The Four Thousand Dollar MP3 Player

[Pat]’s friend got a Pono for Christmas, a digital audio player that prides itself on having the highest fidelity of any music player. It’s a digital audio device designed in hand with [Neil Young], a device that had a six million dollar Kickstarter, and is probably the highest-spec audio device that will be released for the foreseeable future.

The Pono is an interesting device. Where CDs have 16-bit, 44.1 kHz audio, the Pono can play modern lossless formats – up to 24-bit, 192 kHz audio. There will undoubtedly be audiophiles arguing over the merits of higher sampling rates and more bits, but there is one way to make all those arguments moot: building an MP3 player out of an oscilloscope.
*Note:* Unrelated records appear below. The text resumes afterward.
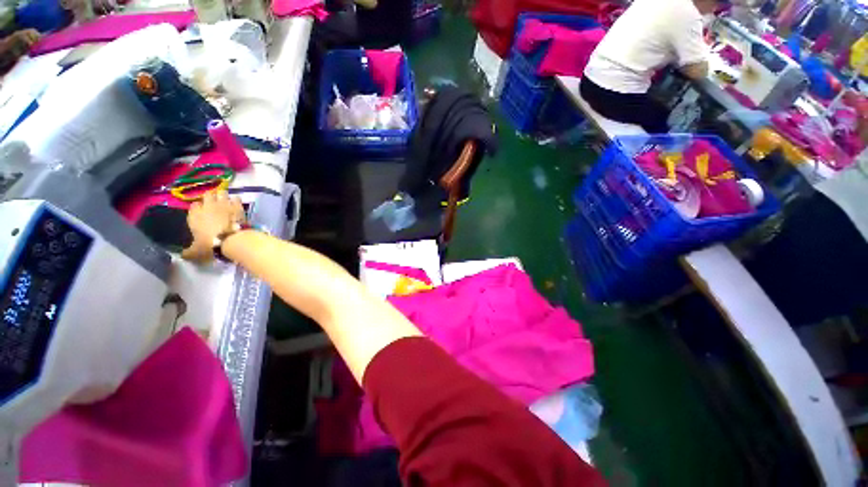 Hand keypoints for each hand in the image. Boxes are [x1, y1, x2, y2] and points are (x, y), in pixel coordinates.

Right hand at [182, 190, 244, 261]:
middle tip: (215, 204)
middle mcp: (207, 206)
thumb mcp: (195, 251)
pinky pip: (236, 198)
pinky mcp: (237, 206)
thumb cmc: (210, 245)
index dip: (198, 208)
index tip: (202, 211)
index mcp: (194, 215)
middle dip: (211, 198)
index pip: (194, 206)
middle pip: (207, 195)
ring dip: (223, 196)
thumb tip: (182, 256)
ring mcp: (223, 204)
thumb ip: (188, 252)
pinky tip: (237, 204)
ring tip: (226, 201)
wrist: (231, 240)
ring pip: (221, 193)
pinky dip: (236, 200) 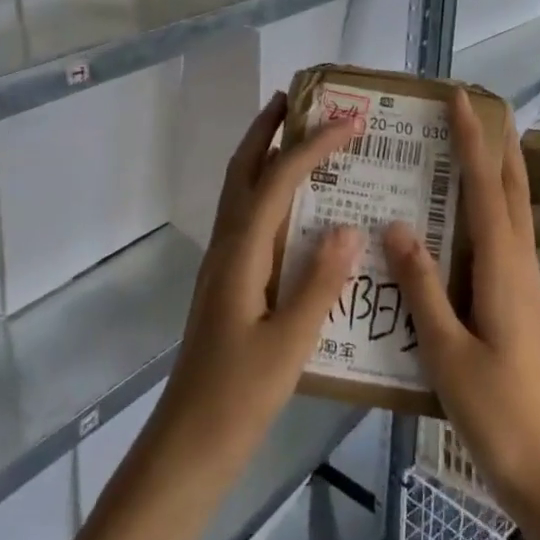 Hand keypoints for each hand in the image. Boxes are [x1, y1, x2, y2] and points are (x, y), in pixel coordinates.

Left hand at [154, 92, 363, 467]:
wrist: (189, 441)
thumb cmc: (239, 396)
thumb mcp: (290, 343)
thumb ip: (319, 282)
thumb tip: (349, 226)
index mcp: (242, 252)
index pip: (278, 179)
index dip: (313, 145)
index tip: (350, 121)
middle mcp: (227, 245)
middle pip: (243, 169)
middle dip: (268, 128)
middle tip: (297, 98)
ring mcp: (223, 262)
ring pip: (240, 190)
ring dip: (264, 153)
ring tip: (297, 134)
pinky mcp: (227, 280)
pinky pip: (247, 217)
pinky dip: (266, 189)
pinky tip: (295, 207)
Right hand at [385, 91, 539, 518]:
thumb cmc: (496, 413)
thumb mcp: (447, 350)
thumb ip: (422, 285)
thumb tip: (397, 224)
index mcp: (502, 269)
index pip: (487, 187)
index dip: (473, 140)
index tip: (461, 98)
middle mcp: (519, 265)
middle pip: (513, 190)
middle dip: (495, 145)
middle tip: (470, 111)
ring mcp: (525, 285)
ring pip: (513, 212)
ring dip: (496, 173)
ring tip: (465, 149)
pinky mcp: (521, 304)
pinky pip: (505, 238)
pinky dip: (489, 209)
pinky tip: (464, 220) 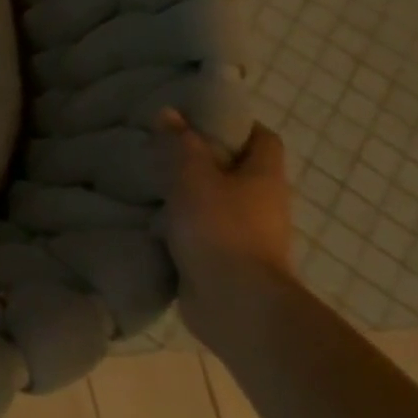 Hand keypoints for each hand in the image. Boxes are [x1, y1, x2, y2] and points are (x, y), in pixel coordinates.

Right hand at [158, 111, 295, 350]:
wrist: (236, 305)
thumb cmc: (221, 228)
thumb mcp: (193, 175)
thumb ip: (180, 143)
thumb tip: (170, 112)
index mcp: (265, 177)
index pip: (263, 139)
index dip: (236, 124)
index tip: (199, 116)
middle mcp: (264, 204)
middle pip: (238, 170)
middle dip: (205, 158)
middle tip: (165, 145)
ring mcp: (248, 236)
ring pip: (218, 202)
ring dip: (191, 193)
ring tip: (152, 179)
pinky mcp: (228, 262)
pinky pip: (204, 232)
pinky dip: (183, 224)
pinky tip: (153, 218)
Digital audio players are limited by the consumer market; there’s no economical way to put gigasamples per second into a device that will ultimately sell for a few thousand dollars. Oscilloscopes are not built for the consumer market, though, and the ADCs and DACs in a medium-range scope will always be above what a simple audio player can manage.

[Pat] figured the Tektronicx MDO3000 series scope sitting on his bench would be a great way to capture and play music and extremely high bit rates. He recorded a song to memory at a ‘lazy’ 1 Megasample per second through analog channel one. From there, a press of the button made this sample ready for playback (into a cheap, battery-powered speaker, of course).
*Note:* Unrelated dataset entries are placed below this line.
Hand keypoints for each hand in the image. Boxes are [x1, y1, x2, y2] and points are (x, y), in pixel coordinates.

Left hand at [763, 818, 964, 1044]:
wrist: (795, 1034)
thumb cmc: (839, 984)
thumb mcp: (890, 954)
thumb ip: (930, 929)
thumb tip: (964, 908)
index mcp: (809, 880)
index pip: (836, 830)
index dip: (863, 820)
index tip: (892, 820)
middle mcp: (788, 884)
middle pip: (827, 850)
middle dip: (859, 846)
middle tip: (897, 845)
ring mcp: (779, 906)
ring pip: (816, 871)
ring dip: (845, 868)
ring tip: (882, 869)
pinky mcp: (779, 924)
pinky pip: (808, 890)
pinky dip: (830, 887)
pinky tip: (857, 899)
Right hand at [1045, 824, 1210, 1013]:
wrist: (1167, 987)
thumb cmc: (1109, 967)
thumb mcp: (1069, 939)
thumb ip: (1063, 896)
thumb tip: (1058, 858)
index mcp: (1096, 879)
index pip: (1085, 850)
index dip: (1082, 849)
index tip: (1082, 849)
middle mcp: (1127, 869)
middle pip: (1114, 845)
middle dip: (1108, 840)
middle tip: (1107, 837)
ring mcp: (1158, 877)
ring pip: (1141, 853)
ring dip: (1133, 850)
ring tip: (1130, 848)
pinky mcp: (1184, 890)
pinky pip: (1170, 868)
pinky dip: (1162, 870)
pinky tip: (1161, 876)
Of course this entire experiment means nothing. the FLAC format can only handle a sampling rate of up to 655 kilosamples per second. While digital audio formats could theoretically record up to 2.5 Gigasamples per second, the question of ‘why’ would inevitably enter into the minds of audio engineers and anyone with an ounce of sense. Short of recording music from the master tapes or another analog source directly into an oscilloscope, there’s no way to obtain music at this high of a bit rate. It’s just a dumb demonstration, but it is the most expensive MP3 player you can buy.

62 thoughts on “The Four Thousand Dollar MP3 Player

    1. No it is not an mp3 player and you even mention the limitation of the flac format in the body copy. If we are engineers at heart then we should know how important clear and precise language is. Saying “you know what I meant you’re just being a nit picker” doesn’t cut it if we are talking engineering, whether it is code writing or hardware specs, words matter.

      1. This is the latest in a series of what appears to be deliberately controversial writeups. Aimed as click bait… Or to create articles from low value content… Who knows? One thing is sure, there aren’t many engineers on had staff.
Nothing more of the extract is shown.